The answer is to be the data that follows, transcribed exactly, minus its pictures.

### DATA RECORDS:
________________
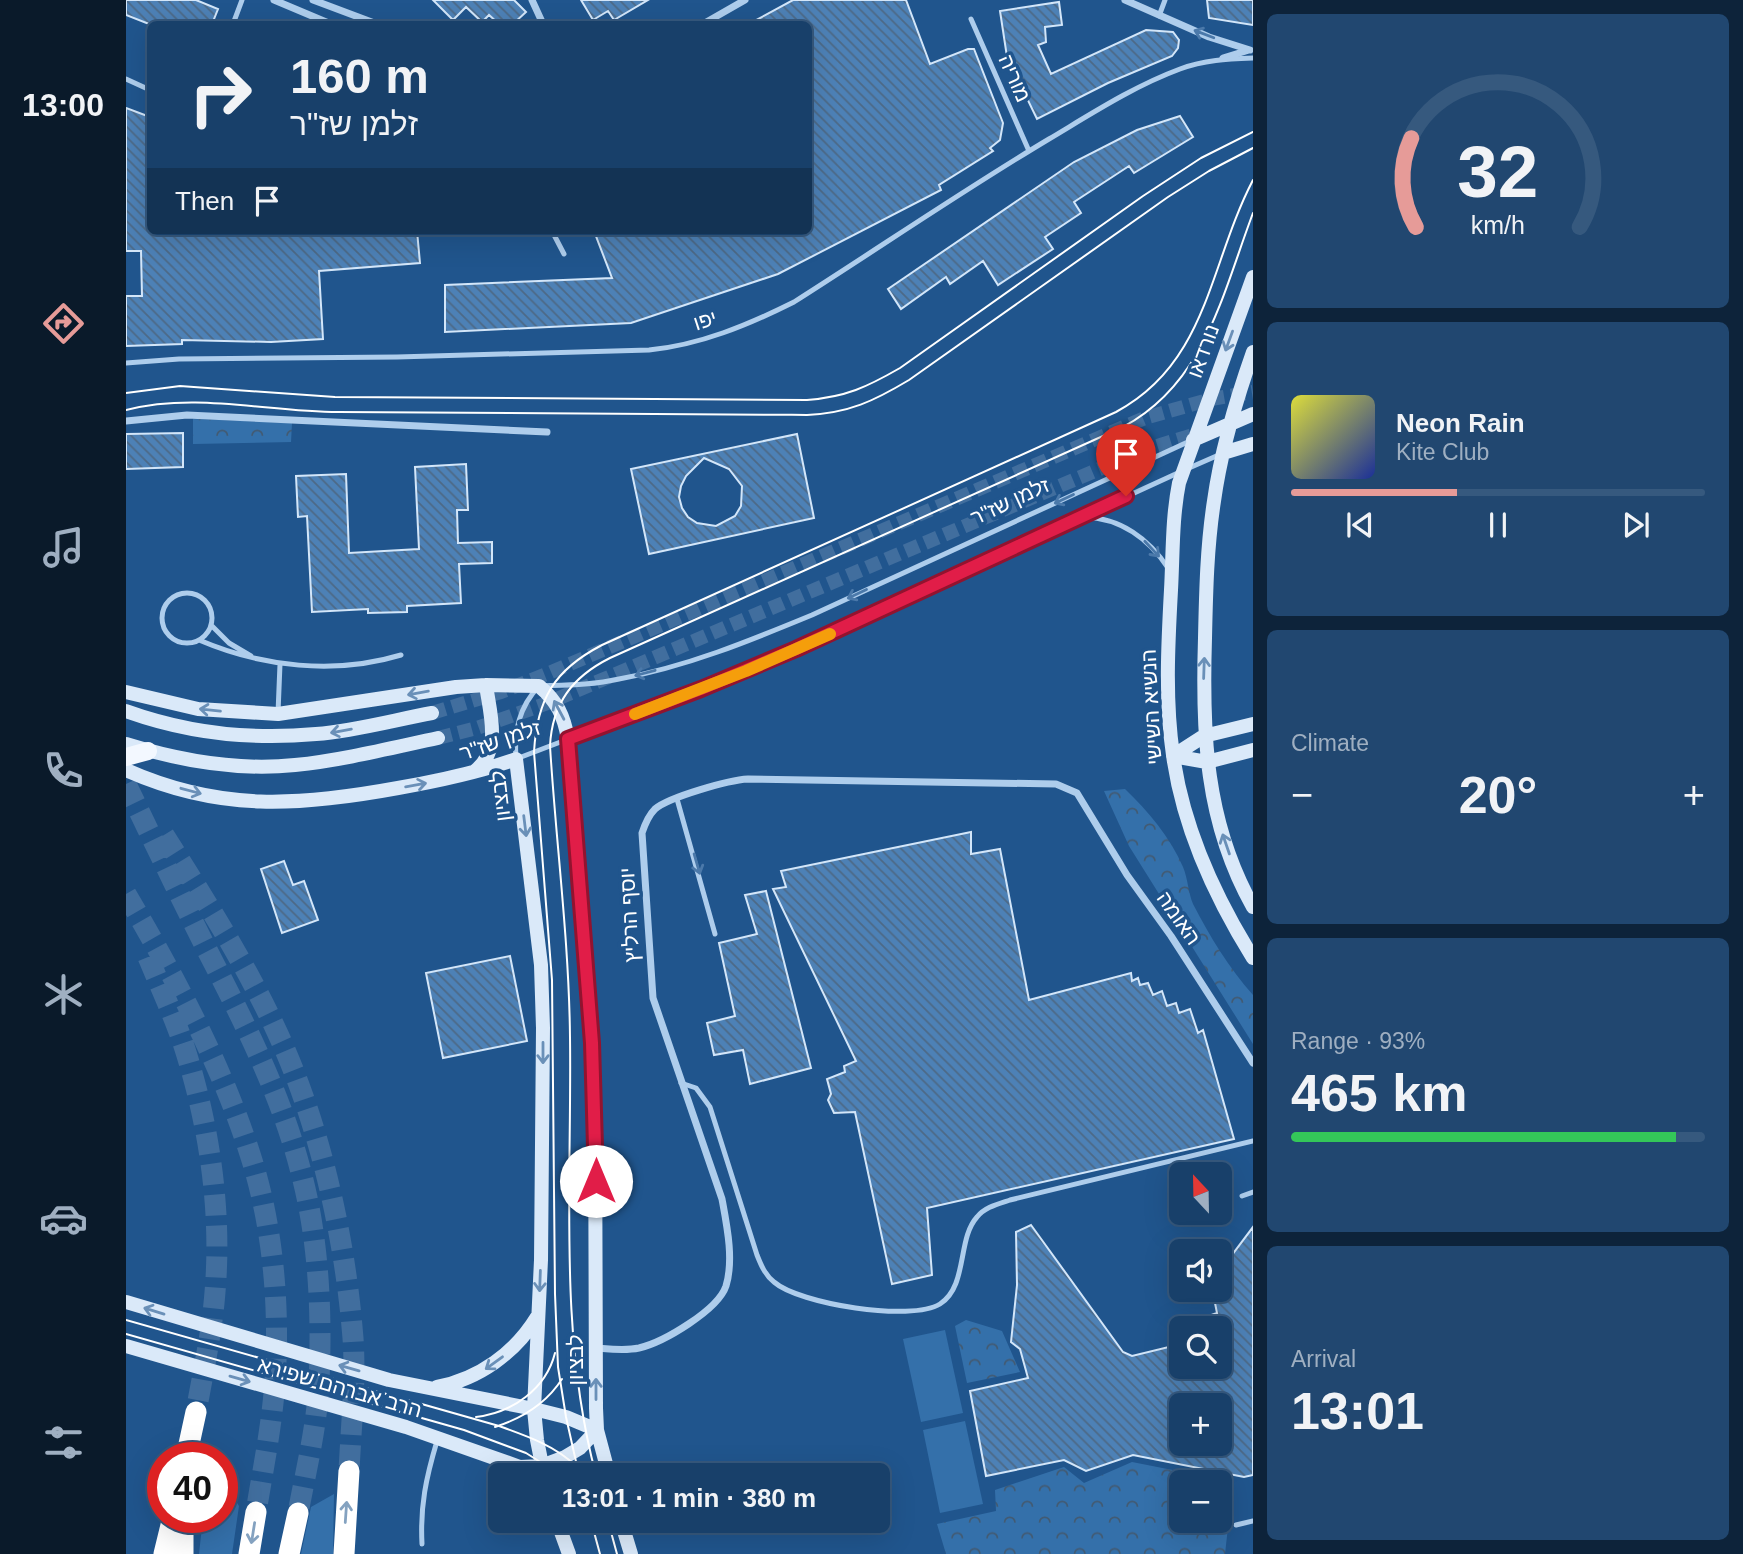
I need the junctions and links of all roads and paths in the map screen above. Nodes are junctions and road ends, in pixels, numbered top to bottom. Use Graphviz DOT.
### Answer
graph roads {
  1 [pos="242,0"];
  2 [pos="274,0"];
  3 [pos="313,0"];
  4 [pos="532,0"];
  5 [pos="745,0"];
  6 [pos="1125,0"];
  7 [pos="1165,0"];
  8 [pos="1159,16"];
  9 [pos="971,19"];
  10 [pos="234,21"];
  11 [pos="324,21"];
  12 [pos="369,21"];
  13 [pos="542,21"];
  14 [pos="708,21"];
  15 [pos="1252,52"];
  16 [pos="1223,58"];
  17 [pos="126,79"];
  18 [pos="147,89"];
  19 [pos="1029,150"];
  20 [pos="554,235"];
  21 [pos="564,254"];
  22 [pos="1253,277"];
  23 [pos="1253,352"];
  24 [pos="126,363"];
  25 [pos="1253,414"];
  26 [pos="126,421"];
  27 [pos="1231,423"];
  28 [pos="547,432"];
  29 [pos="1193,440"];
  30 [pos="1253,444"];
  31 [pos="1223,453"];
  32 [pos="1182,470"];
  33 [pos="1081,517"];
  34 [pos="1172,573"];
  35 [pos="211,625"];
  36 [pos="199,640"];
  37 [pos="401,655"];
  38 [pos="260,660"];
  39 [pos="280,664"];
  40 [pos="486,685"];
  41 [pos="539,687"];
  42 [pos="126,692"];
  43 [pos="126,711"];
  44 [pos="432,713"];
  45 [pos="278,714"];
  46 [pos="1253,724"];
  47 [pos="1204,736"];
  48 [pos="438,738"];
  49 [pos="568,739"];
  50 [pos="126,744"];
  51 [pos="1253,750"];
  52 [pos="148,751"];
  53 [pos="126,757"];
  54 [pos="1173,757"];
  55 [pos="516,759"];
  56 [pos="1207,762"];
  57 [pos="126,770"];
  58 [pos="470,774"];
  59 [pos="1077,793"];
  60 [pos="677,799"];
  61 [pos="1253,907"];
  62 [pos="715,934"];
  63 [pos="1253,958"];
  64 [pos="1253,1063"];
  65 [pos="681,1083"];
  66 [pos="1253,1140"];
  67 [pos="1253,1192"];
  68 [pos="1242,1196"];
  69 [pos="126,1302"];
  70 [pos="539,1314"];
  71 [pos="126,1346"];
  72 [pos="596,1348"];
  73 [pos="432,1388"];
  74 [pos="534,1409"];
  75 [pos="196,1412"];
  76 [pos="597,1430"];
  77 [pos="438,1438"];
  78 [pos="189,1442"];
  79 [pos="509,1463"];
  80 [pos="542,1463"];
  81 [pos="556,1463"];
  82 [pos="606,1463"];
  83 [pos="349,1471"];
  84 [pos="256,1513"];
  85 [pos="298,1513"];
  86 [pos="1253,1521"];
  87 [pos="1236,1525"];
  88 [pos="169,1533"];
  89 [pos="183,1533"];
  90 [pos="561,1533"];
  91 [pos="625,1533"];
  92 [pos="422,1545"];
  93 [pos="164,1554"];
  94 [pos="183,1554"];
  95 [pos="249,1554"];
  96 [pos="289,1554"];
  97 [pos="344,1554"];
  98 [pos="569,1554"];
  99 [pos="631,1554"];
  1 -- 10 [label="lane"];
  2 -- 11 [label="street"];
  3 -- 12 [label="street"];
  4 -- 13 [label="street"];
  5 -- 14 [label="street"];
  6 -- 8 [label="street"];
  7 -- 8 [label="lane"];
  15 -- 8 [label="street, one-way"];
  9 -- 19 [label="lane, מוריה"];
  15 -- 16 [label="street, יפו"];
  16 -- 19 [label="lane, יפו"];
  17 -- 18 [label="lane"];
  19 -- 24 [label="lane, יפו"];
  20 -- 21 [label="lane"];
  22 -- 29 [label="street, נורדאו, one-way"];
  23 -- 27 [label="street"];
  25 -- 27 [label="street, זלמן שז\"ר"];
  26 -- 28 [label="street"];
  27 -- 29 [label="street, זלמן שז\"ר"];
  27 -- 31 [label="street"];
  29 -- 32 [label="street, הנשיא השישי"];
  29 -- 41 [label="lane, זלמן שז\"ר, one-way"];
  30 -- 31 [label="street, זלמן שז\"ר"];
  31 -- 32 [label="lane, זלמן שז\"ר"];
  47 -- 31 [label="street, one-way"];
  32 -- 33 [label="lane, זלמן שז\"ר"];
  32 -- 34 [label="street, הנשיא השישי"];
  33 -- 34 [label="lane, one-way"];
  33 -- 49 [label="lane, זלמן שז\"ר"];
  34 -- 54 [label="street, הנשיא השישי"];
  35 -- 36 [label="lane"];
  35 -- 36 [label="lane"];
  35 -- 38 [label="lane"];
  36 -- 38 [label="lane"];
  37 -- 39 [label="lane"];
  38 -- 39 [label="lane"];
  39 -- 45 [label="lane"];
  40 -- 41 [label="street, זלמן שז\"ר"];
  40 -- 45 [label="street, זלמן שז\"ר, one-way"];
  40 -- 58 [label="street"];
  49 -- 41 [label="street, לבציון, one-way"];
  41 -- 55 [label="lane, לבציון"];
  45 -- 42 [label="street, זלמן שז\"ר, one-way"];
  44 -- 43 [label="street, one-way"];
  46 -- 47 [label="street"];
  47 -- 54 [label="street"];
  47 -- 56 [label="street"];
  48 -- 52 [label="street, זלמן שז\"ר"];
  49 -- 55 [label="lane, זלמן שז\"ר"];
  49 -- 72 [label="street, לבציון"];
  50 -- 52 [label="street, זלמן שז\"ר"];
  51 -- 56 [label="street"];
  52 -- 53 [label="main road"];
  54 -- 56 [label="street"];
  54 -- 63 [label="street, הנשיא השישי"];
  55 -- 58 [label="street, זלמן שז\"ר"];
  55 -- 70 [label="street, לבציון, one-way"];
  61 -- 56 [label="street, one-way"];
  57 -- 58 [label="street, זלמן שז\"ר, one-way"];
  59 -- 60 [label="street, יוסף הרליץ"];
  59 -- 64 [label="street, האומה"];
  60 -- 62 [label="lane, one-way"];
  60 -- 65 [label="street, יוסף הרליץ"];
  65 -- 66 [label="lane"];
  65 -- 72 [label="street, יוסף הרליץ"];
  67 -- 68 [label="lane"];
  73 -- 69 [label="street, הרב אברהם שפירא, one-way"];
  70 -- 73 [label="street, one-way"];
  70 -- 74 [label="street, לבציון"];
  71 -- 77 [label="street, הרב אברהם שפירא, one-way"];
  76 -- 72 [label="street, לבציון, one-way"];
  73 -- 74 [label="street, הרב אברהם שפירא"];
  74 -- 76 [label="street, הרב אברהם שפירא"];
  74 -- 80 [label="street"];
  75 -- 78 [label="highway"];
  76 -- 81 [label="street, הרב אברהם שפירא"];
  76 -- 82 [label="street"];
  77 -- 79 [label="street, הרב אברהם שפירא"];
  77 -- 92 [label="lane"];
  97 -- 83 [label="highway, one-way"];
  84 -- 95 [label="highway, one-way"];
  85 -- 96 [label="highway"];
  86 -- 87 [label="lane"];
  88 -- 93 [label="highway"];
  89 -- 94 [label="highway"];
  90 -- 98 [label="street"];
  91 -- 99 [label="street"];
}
________________
### TASK OUTPUT:
I need the junctions and links of all roads and paths in the map screen above. Nodes are junctions and road ends, in pixels, numbered top to bottom. Use Graphviz DOT.
### Answer
graph roads {
  1 [pos="242,0"];
  2 [pos="274,0"];
  3 [pos="313,0"];
  4 [pos="532,0"];
  5 [pos="745,0"];
  6 [pos="1125,0"];
  7 [pos="1165,0"];
  8 [pos="1159,16"];
  9 [pos="971,19"];
  10 [pos="234,21"];
  11 [pos="324,21"];
  12 [pos="369,21"];
  13 [pos="542,21"];
  14 [pos="708,21"];
  15 [pos="1252,52"];
  16 [pos="1223,58"];
  17 [pos="126,79"];
  18 [pos="147,89"];
  19 [pos="1029,150"];
  20 [pos="554,235"];
  21 [pos="564,254"];
  22 [pos="1253,277"];
  23 [pos="1253,352"];
  24 [pos="126,363"];
  25 [pos="1253,414"];
  26 [pos="126,421"];
  27 [pos="1231,423"];
  28 [pos="547,432"];
  29 [pos="1193,440"];
  30 [pos="1253,444"];
  31 [pos="1223,453"];
  32 [pos="1182,470"];
  33 [pos="1081,517"];
  34 [pos="1172,573"];
  35 [pos="211,625"];
  36 [pos="199,640"];
  37 [pos="401,655"];
  38 [pos="260,660"];
  39 [pos="280,664"];
  40 [pos="486,685"];
  41 [pos="539,687"];
  42 [pos="126,692"];
  43 [pos="126,711"];
  44 [pos="432,713"];
  45 [pos="278,714"];
  46 [pos="1253,724"];
  47 [pos="1204,736"];
  48 [pos="438,738"];
  49 [pos="568,739"];
  50 [pos="126,744"];
  51 [pos="1253,750"];
  52 [pos="148,751"];
  53 [pos="126,757"];
  54 [pos="1173,757"];
  55 [pos="516,759"];
  56 [pos="1207,762"];
  57 [pos="126,770"];
  58 [pos="470,774"];
  59 [pos="1077,793"];
  60 [pos="677,799"];
  61 [pos="1253,907"];
  62 [pos="715,934"];
  63 [pos="1253,958"];
  64 [pos="1253,1063"];
  65 [pos="681,1083"];
  66 [pos="1253,1140"];
  67 [pos="1253,1192"];
  68 [pos="1242,1196"];
  69 [pos="126,1302"];
  70 [pos="539,1314"];
  71 [pos="126,1346"];
  72 [pos="596,1348"];
  73 [pos="432,1388"];
  74 [pos="534,1409"];
  75 [pos="196,1412"];
  76 [pos="597,1430"];
  77 [pos="438,1438"];
  78 [pos="189,1442"];
  79 [pos="509,1463"];
  80 [pos="542,1463"];
  81 [pos="556,1463"];
  82 [pos="606,1463"];
  83 [pos="349,1471"];
  84 [pos="256,1513"];
  85 [pos="298,1513"];
  86 [pos="1253,1521"];
  87 [pos="1236,1525"];
  88 [pos="169,1533"];
  89 [pos="183,1533"];
  90 [pos="561,1533"];
  91 [pos="625,1533"];
  92 [pos="422,1545"];
  93 [pos="164,1554"];
  94 [pos="183,1554"];
  95 [pos="249,1554"];
  96 [pos="289,1554"];
  97 [pos="344,1554"];
  98 [pos="569,1554"];
  99 [pos="631,1554"];
  1 -- 10 [label="lane"];
  2 -- 11 [label="street"];
  3 -- 12 [label="street"];
  4 -- 13 [label="street"];
  5 -- 14 [label="street"];
  6 -- 8 [label="street"];
  7 -- 8 [label="lane"];
  15 -- 8 [label="street, one-way"];
  9 -- 19 [label="lane, מוריה"];
  15 -- 16 [label="street, יפו"];
  16 -- 19 [label="lane, יפו"];
  17 -- 18 [label="lane"];
  19 -- 24 [label="lane, יפו"];
  20 -- 21 [label="lane"];
  22 -- 29 [label="street, נורדאו, one-way"];
  23 -- 27 [label="street"];
  25 -- 27 [label="street, זלמן שז\"ר"];
  26 -- 28 [label="street"];
  27 -- 29 [label="street, זלמן שז\"ר"];
  27 -- 31 [label="street"];
  29 -- 32 [label="street, הנשיא השישי"];
  29 -- 41 [label="lane, זלמן שז\"ר, one-way"];
  30 -- 31 [label="street, זלמן שז\"ר"];
  31 -- 32 [label="lane, זלמן שז\"ר"];
  47 -- 31 [label="street, one-way"];
  32 -- 33 [label="lane, זלמן שז\"ר"];
  32 -- 34 [label="street, הנשיא השישי"];
  33 -- 34 [label="lane, one-way"];
  33 -- 49 [label="lane, זלמן שז\"ר"];
  34 -- 54 [label="street, הנשיא השישי"];
  35 -- 36 [label="lane"];
  35 -- 36 [label="lane"];
  35 -- 38 [label="lane"];
  36 -- 38 [label="lane"];
  37 -- 39 [label="lane"];
  38 -- 39 [label="lane"];
  39 -- 45 [label="lane"];
  40 -- 41 [label="street, זלמן שז\"ר"];
  40 -- 45 [label="street, זלמן שז\"ר, one-way"];
  40 -- 58 [label="street"];
  49 -- 41 [label="street, לבציון, one-way"];
  41 -- 55 [label="lane, לבציון"];
  45 -- 42 [label="street, זלמן שז\"ר, one-way"];
  44 -- 43 [label="street, one-way"];
  46 -- 47 [label="street"];
  47 -- 54 [label="street"];
  47 -- 56 [label="street"];
  48 -- 52 [label="street, זלמן שז\"ר"];
  49 -- 55 [label="lane, זלמן שז\"ר"];
  49 -- 72 [label="street, לבציון"];
  50 -- 52 [label="street, זלמן שז\"ר"];
  51 -- 56 [label="street"];
  52 -- 53 [label="main road"];
  54 -- 56 [label="street"];
  54 -- 63 [label="street, הנשיא השישי"];
  55 -- 58 [label="street, זלמן שז\"ר"];
  55 -- 70 [label="street, לבציון, one-way"];
  61 -- 56 [label="street, one-way"];
  57 -- 58 [label="street, זלמן שז\"ר, one-way"];
  59 -- 60 [label="street, יוסף הרליץ"];
  59 -- 64 [label="street, האומה"];
  60 -- 62 [label="lane, one-way"];
  60 -- 65 [label="street, יוסף הרליץ"];
  65 -- 66 [label="lane"];
  65 -- 72 [label="street, יוסף הרליץ"];
  67 -- 68 [label="lane"];
  73 -- 69 [label="street, הרב אברהם שפירא, one-way"];
  70 -- 73 [label="street, one-way"];
  70 -- 74 [label="street, לבציון"];
  71 -- 77 [label="street, הרב אברהם שפירא, one-way"];
  76 -- 72 [label="street, לבציון, one-way"];
  73 -- 74 [label="street, הרב אברהם שפירא"];
  74 -- 76 [label="street, הרב אברהם שפירא"];
  74 -- 80 [label="street"];
  75 -- 78 [label="highway"];
  76 -- 81 [label="street, הרב אברהם שפירא"];
  76 -- 82 [label="street"];
  77 -- 79 [label="street, הרב אברהם שפירא"];
  77 -- 92 [label="lane"];
  97 -- 83 [label="highway, one-way"];
  84 -- 95 [label="highway, one-way"];
  85 -- 96 [label="highway"];
  86 -- 87 [label="lane"];
  88 -- 93 [label="highway"];
  89 -- 94 [label="highway"];
  90 -- 98 [label="street"];
  91 -- 99 [label="street"];
}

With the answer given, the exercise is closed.